CITATION TO A SUMMARY ORDER FILED ON OR AFTER JANUARY 1, 2007, IS
PERMITTED AND IS GOVERNED BY FEDERAL RULE OF APPELLATE PROCEDURE
32.1 AND THIS COURT’S LOCAL RULE 32.1.1. WHEN CITING A SUMMARY ORDER
IN A DOCUMENT FILED WITH THIS COURT, A PARTY MUST CITE EITHER THE
FEDERAL APPENDIX OR AN ELECTRONIC DATABASE (WITH THE NOTATION
“SUMMARY ORDER”). A PARTY CITING A SUMMARY ORDER MUST SERVE A
COPY OF IT ON ANY PARTY NOT REPRESENTED BY COUNSEL.
At a stated term of the United States Court of Appeals for the Second Circuit, held at the
Daniel Patrick Moynihan Courthouse, 500 Pearl Street, in the City of New York, on the 23rd day
of November, two thousand ten.
Present:
ROGER J. MINER,
ROBERT A. KATZMANN,
PETER W. HALL,
Circuit Judges,
________________________________________________
UNITED STATES OF AMERICA,
Appellee,
v. No. 09-4955-cr
THOMAS DOUGLAS IV,
Defendant-Appellant.
________________________________________________
Counsel for Appellee: TIMOTHY C. DOHERTY , JR., Assistant United States
Attorney (Gregory L. Waples, Assistant United States
Attorney, on the brief), for Tristram J. Coffin, United
States Attorney for the District of Vermont, Burlington,
Vt.
Counsel for Defendant-Appellant: ROBIN C. SMITH , Law Office of Robin C. Smith, Esq.,
P.C., Brooklyn, N.Y.
Appeal from the United States District Court for the District of Vermont (Sessions, C.J.).

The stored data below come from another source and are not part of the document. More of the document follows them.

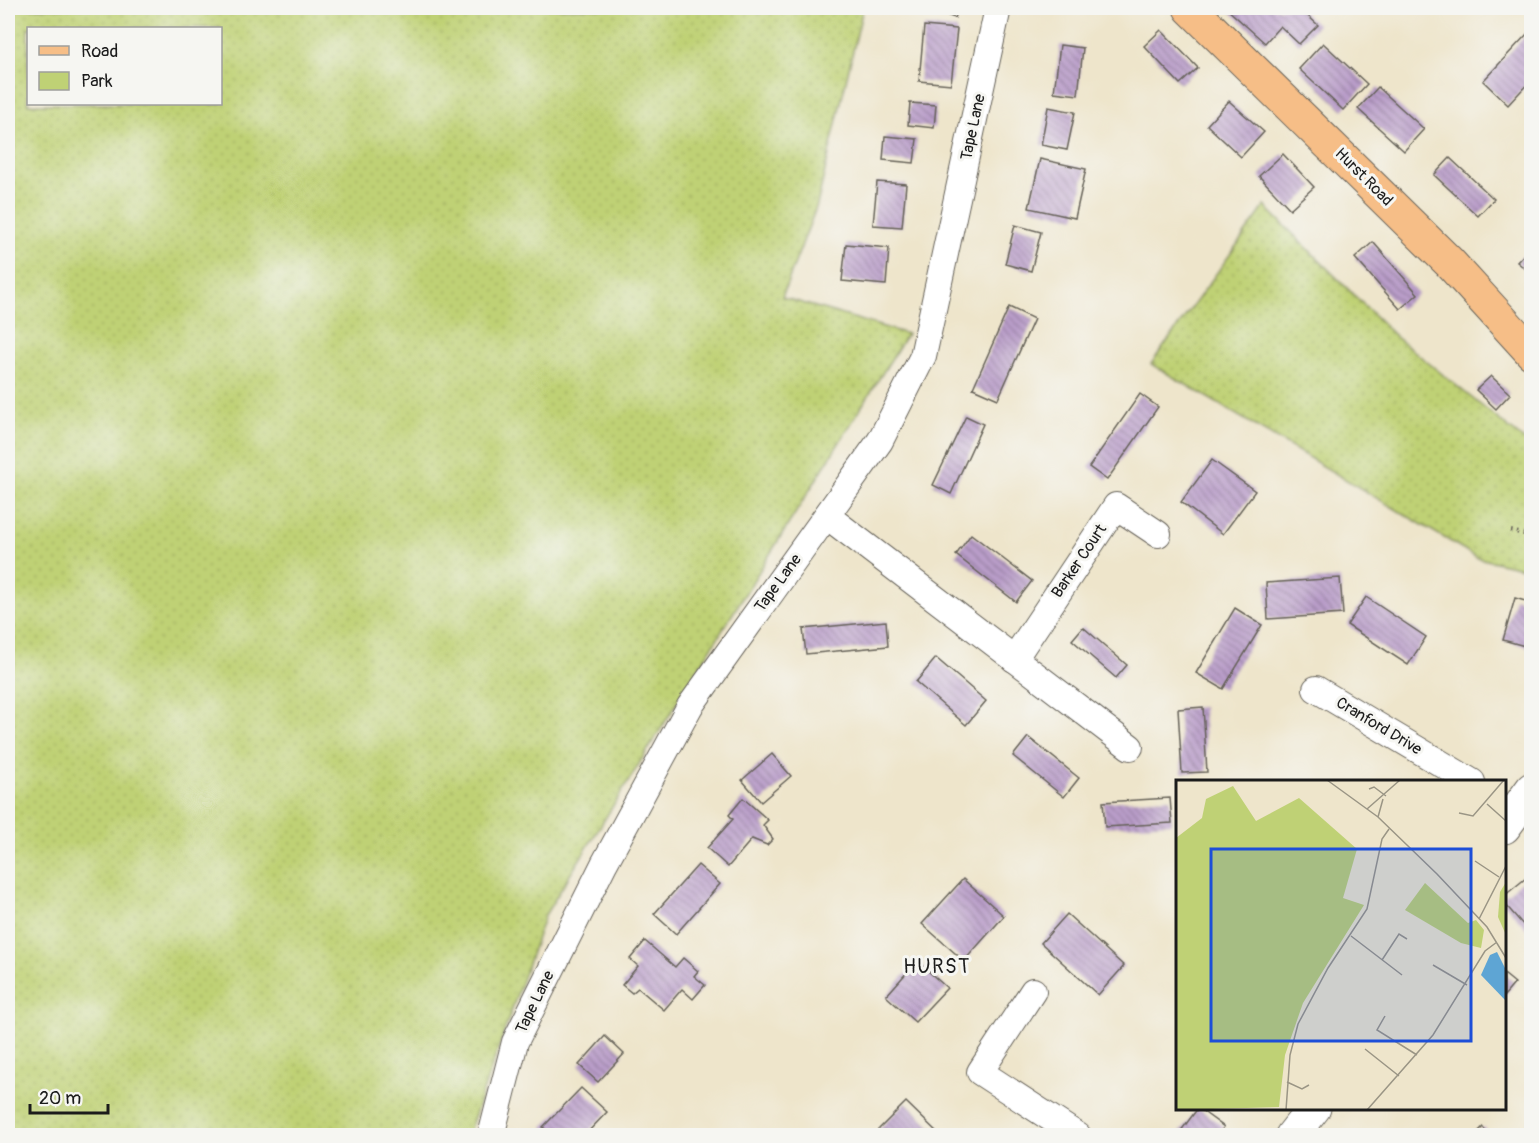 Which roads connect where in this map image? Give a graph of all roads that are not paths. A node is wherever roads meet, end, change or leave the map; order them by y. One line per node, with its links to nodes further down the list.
1 (998, 8): 4 (street, Tape Lane)
2 (1190, 8): 3 (main road, Hurst Road)
3 (1532, 352)
4 (826, 516): 6 (street); 12 (street, Tape Lane)
5 (1158, 534): 6 (street, Barker Court)
6 (1014, 658): 8 (street)
7 (1316, 688): 9 (street, Cranford Drive)
8 (1130, 747)
9 (1469, 780)
10 (1033, 991): 13 (street)
11 (1312, 1110): 14 (street)
12 (491, 1136)
13 (1078, 1136)
14 (1292, 1136)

ON CONSIDERATION WHEREOF, it is hereby ORDERED, ADJUDGED, and
DECREED that the judgment of the district court be and hereby is AFFIRMED.

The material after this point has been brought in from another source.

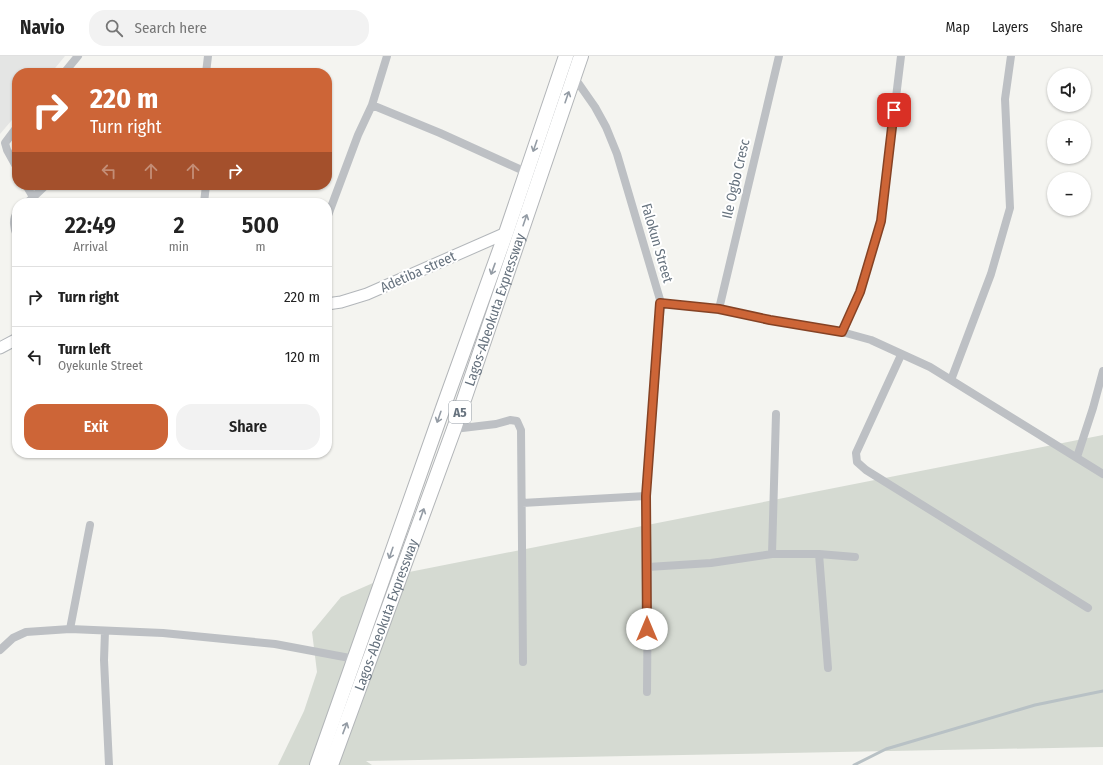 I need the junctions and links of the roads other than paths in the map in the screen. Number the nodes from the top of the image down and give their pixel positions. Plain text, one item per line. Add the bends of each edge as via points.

Defendant-Appellant Thomas Douglas IV appeals from a judgment of conviction, entered
on November 24, 2009 in the United States District Court for the District of Vermont (Sessions,
C.J.), following a jury trial, of one count of attempting to entice a minor to engage in illegal
sexual activity and one count of knowingly transporting an image of child pornography in
interstate commerce. On appeal, Douglas raises a number of challenges to his conviction. First,
he argues that his counsel below was ineffective because he failed to strike two jurors; second, he
argues that the district court abused its discretion in admitting certain evidence of his past similar
acts; and third, he argues that he did not take the “substantial step” necessary to commit
attempted enticement.1 We assume the parties’ familiarity with the facts and procedural history
of the case.
Douglas first argues that his counsel at trial was ineffective under Strickland v.
Washington,
466 U.S. 668 (1984), for failing to strike two jurors who expressed a reluctance to
view images of child pornography. “When faced with a claim for ineffective assistance of
1
In a companion per curiam opinion, we address and reject Douglas’s contention that he
cannot be convicted of criminal enticement pursuant to 18 U.S.C. § 2422(b) because his
communications were directed at an adult, not at a minor.
2
counsel on direct appeal, we may: (1) decline to hear the claim, permitting the appellant to raise
the issue as part of a subsequent petition for writ of habeas corpus pursuant to 28 U.S.C. § 2255;
(2) remand the claim to the district court for necessary factfinding; or (3) decide the claim on the
record before us.” United States v. Morris,
350 F.3d 32, 39 (2d Cir. 2003). “As the Supreme
Court [has] reminded us, ‘in most cases a motion brought under § 2255 is preferable to direct
appeal for deciding claims of ineffective assistance’ because the district court is ‘best suited to
developing the facts necessary to determining the adequacy of representation during an entire
trial.’” United States v. Gaskin,
364 F.3d 438, 467-68 (2d Cir. 2004) (quoting Massaro v. United
States,
538 U.S. 500, 504-05 (2003)). The same is true here. Accordingly, in these
circumstances, we decline to hear Douglas’s ineffective assistance of counsel claim.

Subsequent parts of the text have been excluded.